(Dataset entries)
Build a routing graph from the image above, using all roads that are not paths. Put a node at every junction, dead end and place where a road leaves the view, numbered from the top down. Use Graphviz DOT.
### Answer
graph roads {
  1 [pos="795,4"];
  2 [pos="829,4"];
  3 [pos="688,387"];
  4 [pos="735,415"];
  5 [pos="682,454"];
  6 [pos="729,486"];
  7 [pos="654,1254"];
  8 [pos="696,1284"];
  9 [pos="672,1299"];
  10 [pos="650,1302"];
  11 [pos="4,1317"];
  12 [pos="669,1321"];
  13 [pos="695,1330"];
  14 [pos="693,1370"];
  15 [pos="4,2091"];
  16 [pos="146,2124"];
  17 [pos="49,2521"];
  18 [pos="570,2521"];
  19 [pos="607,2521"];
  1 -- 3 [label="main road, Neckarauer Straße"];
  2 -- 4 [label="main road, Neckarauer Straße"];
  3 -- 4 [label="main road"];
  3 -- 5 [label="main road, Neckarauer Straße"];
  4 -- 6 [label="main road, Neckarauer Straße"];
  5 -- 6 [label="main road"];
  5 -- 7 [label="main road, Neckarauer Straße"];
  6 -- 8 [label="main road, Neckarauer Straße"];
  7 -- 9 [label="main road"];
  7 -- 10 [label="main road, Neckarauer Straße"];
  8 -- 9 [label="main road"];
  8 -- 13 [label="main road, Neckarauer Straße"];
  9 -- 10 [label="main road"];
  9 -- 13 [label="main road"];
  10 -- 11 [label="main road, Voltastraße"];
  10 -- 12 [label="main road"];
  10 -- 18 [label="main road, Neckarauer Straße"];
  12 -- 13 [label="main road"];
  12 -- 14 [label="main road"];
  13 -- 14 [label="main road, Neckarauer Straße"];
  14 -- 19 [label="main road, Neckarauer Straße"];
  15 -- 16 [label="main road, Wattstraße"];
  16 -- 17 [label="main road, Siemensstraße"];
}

--

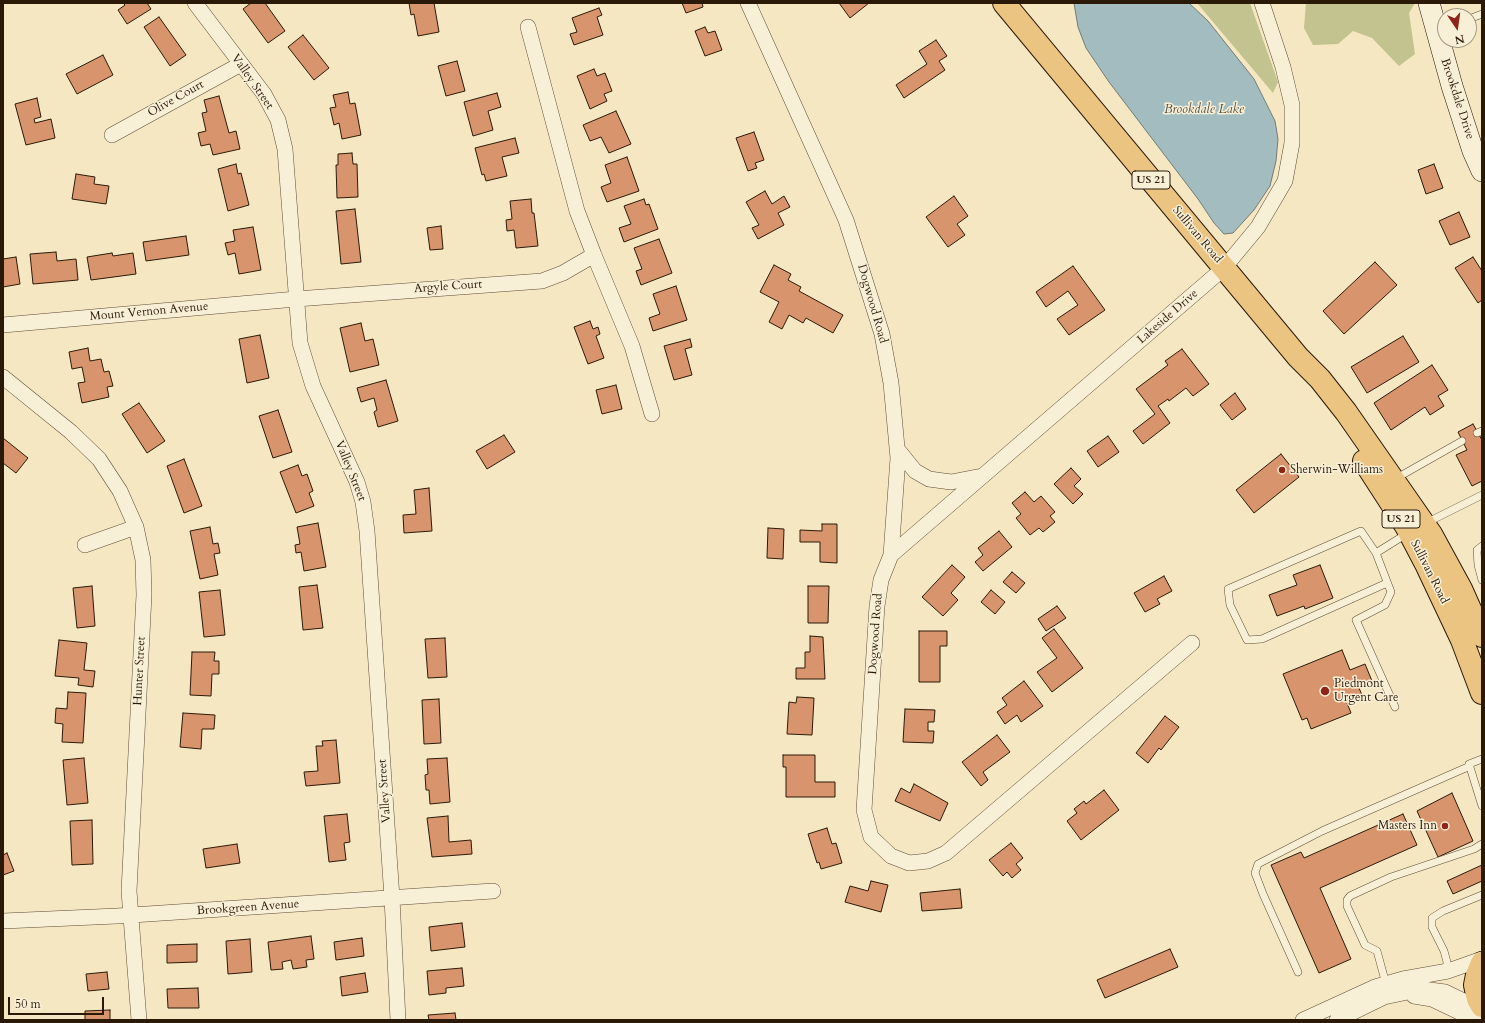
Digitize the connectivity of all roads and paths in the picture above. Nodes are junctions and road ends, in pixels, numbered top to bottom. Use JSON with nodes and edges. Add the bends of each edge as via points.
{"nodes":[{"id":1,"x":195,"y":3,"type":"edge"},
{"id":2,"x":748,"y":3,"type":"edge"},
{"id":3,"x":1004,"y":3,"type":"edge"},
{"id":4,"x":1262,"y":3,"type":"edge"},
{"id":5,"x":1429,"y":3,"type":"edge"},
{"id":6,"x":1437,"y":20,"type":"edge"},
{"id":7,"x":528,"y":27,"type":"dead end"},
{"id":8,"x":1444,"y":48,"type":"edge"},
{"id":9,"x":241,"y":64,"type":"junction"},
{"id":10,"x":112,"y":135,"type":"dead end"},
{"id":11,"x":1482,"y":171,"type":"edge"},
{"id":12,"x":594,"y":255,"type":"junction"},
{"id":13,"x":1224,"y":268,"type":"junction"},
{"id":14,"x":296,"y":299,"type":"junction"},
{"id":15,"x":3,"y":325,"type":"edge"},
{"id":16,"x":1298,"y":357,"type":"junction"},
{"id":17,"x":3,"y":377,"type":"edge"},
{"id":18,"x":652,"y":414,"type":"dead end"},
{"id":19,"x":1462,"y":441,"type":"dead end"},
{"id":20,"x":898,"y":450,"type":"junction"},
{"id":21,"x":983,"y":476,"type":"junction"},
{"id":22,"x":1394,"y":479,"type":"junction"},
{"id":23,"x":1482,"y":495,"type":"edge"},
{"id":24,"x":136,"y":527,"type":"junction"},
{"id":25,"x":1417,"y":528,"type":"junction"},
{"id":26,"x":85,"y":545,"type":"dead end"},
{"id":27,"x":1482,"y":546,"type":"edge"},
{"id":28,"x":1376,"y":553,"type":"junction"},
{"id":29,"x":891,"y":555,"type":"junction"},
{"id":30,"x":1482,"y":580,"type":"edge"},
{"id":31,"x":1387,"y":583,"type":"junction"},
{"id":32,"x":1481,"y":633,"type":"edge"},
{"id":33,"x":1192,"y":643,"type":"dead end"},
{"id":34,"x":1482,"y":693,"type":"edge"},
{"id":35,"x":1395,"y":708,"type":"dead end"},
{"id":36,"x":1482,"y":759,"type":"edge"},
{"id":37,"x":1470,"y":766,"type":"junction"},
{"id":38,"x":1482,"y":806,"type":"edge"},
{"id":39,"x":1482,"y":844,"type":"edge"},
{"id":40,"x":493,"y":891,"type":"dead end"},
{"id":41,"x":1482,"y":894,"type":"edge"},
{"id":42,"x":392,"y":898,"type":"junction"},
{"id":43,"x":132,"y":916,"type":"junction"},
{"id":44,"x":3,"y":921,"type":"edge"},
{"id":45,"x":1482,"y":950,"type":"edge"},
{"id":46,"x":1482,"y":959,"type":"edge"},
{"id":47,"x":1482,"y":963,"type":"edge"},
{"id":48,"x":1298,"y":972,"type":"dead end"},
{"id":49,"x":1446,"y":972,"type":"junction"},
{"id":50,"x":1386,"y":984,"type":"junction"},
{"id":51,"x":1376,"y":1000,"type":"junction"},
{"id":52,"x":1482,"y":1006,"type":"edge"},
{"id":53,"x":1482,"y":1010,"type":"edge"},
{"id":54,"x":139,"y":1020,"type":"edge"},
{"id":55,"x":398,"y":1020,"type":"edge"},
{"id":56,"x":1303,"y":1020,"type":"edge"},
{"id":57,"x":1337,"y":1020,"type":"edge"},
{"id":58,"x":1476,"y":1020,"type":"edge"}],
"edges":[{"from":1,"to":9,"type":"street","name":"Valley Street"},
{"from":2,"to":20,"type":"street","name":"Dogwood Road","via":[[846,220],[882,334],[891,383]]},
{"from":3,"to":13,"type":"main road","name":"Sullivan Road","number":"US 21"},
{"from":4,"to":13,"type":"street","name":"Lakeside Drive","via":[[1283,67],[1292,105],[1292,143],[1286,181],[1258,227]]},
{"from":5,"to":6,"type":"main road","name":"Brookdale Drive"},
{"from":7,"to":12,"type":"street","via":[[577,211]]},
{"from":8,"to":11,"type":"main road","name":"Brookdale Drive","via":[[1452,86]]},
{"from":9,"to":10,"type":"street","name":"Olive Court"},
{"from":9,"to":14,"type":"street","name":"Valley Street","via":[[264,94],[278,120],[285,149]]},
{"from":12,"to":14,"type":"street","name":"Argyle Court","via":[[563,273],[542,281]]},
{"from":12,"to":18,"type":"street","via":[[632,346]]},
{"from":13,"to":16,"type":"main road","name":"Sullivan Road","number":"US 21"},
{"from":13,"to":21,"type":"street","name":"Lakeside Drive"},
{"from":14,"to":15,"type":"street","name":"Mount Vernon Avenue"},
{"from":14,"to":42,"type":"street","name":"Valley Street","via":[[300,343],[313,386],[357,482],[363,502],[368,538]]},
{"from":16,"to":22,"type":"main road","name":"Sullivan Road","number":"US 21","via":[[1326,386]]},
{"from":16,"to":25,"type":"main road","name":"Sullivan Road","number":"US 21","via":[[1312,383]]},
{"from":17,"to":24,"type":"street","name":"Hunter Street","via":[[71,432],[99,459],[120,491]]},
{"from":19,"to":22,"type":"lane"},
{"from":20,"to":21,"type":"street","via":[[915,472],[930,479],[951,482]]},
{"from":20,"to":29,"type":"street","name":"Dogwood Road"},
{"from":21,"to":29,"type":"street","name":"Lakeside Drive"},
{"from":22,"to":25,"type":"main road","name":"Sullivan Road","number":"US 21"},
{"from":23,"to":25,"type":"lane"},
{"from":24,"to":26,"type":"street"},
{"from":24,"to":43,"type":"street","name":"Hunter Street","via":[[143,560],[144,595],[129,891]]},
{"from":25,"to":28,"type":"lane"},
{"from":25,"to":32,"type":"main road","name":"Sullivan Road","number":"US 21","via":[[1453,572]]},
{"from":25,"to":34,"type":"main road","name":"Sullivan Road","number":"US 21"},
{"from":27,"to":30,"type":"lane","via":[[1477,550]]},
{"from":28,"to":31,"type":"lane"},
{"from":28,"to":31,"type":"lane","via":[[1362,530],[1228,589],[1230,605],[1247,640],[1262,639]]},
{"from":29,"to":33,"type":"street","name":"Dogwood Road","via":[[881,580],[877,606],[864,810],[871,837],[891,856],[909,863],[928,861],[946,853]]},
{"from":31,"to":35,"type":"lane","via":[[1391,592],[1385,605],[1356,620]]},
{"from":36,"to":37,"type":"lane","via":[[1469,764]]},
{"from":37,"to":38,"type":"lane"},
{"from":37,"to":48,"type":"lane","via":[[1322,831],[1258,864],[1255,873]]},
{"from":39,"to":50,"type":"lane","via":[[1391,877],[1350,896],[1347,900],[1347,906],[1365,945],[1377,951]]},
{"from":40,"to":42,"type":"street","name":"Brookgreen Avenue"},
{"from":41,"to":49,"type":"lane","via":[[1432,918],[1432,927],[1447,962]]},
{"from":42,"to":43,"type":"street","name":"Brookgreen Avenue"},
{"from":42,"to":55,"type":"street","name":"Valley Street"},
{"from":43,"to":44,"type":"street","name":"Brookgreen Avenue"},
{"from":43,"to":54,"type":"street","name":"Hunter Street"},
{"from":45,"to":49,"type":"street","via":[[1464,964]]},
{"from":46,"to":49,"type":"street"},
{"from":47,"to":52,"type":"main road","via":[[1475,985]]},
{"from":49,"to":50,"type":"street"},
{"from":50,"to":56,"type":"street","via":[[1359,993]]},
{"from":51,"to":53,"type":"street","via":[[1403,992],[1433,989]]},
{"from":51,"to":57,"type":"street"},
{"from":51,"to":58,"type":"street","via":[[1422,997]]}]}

### Work request
Look through the data above and return each line where the string "Brookgreen" occurs.

### Solution for this exercise
{"from":40,"to":42,"type":"street","name":"Brookgreen Avenue"},
{"from":42,"to":43,"type":"street","name":"Brookgreen Avenue"},
{"from":43,"to":44,"type":"street","name":"Brookgreen Avenue"},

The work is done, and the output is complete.